What you should do
Gather each line of the records where "lane" appears.

Material supplied

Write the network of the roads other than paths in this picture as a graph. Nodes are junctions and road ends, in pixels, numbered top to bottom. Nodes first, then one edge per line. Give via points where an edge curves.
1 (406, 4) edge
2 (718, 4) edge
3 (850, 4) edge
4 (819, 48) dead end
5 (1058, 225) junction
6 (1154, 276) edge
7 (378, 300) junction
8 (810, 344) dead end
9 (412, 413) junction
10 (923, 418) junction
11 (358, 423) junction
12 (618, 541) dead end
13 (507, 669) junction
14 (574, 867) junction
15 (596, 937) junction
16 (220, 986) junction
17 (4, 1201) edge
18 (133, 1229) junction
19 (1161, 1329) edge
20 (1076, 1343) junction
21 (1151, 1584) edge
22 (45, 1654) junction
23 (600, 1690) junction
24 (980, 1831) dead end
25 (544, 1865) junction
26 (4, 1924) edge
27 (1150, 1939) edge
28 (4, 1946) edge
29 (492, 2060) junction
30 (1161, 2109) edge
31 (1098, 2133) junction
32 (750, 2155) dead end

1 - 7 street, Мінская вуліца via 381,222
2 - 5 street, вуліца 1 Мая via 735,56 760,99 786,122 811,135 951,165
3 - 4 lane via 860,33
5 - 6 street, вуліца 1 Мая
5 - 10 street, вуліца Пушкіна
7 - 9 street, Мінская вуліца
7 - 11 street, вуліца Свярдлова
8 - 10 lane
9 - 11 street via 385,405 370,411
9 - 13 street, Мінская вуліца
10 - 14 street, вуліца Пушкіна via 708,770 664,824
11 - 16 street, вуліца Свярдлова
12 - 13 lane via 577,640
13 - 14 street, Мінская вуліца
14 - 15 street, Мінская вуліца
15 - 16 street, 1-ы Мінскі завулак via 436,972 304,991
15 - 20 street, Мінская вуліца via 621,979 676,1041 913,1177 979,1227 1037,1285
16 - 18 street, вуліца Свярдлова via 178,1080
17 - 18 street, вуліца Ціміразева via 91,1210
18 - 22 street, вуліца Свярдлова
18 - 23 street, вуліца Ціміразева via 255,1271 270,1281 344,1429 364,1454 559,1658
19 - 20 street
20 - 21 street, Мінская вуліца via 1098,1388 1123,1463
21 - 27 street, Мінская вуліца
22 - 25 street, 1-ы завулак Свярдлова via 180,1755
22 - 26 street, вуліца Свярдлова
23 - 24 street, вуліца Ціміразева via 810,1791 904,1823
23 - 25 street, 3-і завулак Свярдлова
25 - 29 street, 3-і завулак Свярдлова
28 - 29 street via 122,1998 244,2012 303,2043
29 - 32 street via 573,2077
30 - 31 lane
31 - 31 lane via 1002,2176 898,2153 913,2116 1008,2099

Completed task
3 - 4 lane via 860,33
8 - 10 lane
12 - 13 lane via 577,640
30 - 31 lane
31 - 31 lane via 1002,2176 898,2153 913,2116 1008,2099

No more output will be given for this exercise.